Он повернулся и несколько мгновений смотрел на мистера Барнстейпла, сморщив лицо так, что казалось, будто он вот-вот подмигнет. Затем дернул головой, словно забивая затылком гвоздь, и вернулся на свое место.

5

Эрфред продолжал сидеть, опираясь локтем на колено и положив подбородок на ладонь. Он не столько отвечал мистеру Кэтскиллу, сколько рассуждал сам с собой.

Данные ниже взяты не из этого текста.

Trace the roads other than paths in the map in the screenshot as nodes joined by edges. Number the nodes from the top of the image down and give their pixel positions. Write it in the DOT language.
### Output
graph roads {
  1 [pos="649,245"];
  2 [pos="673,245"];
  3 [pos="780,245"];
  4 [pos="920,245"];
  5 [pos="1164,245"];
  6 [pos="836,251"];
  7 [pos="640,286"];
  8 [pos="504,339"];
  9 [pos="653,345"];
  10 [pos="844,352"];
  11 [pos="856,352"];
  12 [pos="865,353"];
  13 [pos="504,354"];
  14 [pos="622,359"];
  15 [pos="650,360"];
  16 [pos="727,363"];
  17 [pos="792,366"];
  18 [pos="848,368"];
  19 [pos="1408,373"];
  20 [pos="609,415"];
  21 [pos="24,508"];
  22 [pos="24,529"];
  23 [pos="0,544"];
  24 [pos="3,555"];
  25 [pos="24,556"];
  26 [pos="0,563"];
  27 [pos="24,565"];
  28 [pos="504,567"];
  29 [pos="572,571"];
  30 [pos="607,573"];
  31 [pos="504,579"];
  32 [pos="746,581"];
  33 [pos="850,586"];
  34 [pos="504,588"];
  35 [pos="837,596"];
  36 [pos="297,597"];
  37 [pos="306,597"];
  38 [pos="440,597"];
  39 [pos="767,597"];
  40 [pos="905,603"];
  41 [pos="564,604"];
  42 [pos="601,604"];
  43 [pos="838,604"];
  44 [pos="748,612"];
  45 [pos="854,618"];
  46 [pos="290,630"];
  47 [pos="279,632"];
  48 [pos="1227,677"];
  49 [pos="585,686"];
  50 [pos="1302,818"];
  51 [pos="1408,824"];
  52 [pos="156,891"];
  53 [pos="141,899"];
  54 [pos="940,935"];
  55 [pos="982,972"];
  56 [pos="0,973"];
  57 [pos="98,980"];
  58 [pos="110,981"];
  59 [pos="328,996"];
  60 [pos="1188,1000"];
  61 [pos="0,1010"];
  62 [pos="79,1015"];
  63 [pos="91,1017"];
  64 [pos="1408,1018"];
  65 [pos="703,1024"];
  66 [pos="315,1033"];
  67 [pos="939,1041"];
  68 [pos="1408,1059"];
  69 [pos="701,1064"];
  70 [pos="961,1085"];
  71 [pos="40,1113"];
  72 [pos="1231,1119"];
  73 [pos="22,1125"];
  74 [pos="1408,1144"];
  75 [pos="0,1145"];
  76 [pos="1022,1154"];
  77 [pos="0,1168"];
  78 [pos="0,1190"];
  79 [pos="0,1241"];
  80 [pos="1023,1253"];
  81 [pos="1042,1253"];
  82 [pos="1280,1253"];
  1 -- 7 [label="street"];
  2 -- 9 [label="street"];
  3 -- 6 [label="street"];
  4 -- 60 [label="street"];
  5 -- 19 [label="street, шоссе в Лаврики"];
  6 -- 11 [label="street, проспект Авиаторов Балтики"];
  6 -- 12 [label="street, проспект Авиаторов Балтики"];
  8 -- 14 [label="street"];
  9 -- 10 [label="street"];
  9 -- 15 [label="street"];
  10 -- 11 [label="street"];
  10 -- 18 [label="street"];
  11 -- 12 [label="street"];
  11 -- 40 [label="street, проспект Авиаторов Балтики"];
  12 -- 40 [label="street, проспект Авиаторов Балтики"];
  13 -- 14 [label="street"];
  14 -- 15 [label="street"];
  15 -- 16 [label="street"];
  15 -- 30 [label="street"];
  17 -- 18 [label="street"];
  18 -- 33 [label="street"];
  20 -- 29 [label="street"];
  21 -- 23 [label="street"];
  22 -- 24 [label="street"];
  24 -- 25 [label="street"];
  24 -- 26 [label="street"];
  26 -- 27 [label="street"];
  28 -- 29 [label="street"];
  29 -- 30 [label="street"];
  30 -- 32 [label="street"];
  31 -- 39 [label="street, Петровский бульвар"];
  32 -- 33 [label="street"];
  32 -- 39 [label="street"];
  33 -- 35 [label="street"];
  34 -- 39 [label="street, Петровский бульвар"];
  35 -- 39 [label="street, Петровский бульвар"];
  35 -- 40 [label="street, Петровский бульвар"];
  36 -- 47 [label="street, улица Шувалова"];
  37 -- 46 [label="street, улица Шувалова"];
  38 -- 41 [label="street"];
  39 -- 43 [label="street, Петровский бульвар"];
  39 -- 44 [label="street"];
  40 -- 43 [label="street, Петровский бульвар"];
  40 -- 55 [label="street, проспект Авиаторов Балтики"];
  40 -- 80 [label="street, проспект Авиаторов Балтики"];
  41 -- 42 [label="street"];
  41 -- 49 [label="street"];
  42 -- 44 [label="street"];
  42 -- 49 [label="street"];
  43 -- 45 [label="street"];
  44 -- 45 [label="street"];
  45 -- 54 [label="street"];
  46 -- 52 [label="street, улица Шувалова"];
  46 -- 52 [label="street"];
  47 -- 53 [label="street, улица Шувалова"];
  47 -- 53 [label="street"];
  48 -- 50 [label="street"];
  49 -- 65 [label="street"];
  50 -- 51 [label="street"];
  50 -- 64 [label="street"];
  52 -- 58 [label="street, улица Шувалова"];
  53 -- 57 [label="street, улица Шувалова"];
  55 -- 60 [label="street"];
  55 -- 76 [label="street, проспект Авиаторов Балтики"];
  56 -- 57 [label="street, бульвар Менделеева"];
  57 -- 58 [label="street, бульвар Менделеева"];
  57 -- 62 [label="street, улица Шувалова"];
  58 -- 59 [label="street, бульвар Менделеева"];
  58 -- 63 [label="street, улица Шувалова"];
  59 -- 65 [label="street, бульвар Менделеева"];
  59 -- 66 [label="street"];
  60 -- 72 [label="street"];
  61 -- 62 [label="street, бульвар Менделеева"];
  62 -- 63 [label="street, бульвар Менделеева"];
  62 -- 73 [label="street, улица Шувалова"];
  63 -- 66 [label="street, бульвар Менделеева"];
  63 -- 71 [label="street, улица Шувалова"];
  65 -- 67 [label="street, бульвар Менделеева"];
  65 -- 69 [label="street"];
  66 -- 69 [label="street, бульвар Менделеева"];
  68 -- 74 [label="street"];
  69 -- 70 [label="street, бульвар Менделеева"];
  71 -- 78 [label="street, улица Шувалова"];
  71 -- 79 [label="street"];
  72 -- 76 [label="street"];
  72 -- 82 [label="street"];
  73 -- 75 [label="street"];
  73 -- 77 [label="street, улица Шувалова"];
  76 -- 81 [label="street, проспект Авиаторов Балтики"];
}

– Энергия грызущей крысы, жадная настойчивость волка, механическое упорство ос, мух и болезнетворных микробов исчезли из нашего мира. Это верно. Мы уничтожили многие силы, пожиравшие жизнь. И при этом не потеряли ничего, о чем стоило бы жалеть. Боль, грязь, унижение как для нас самих, так и для любого другого существа уже исчезли без следа или же скоро исчезнут. Но неверно, что из нашего мира исчезло соревнование. Почему он утверждает это? Все наши мужчины и женщины работают в полную силу – ради общего блага и личной славы. Никому не дано освободить себя от труда и обязанностей, как освобождались от них люди в век хаоса, когда бесчестные и жадные жили и размножались в роскоши, пользуясь нерасчетливостью более благородных натур. Почему он утверждает, что мы дегенерируем? Ему ведь уже все объяснили. Для ленивых и малоспособных у нас нет питательной почвы. И почему он грозит нам воображаемыми вторжениями из других, более жестоких, более варварских миров? Ведь это мы по желанию можем открыть дверь в другую вселенную или опять ее захлопнуть. Ибо мы обладаем знанием. Мы можем пойти к ним – и когда мы будем знать достаточно, то так и поступим, – но они не могут прийти к нам. Только знание устраняет перегородки, разделяющие жизнь… Чем болен разум этого человека? Его собратья-земляне стоят еще только у самых начатков знания. С практической точки зрения они еще находятся на том этапе страха и религиозных запретов, который пережила и Утопия, прежде чем наступил век уверенности в себе и понимания. Именно этот этап и преодолевал наш мир в Последнем Веке Хаоса. Сознание этих землян изуродовано страхами и запретами, и, хотя они уже смутно чувствуют, что могут управлять своей вселенной, такая мысль слишком ужасна, чтобы они решились в нее поверить. Они чураются ее. Они по-прежнему хотят верить, как верили их отцы, что кто-то управляет их вселенной, и управляет лучше, чем способны это делать они сами. Ведь в таком случае они получают свободу любыми средствами добиваться своих мелких, своекорыстных целей. Предоставьте мир на усмотрение бога, вопят они, или на усмотрение конкуренции.

– Мы предпочитаем для этого словечко «эволюция», – заметил мистер Барнстейпл, глубоко заинтересованный его речью.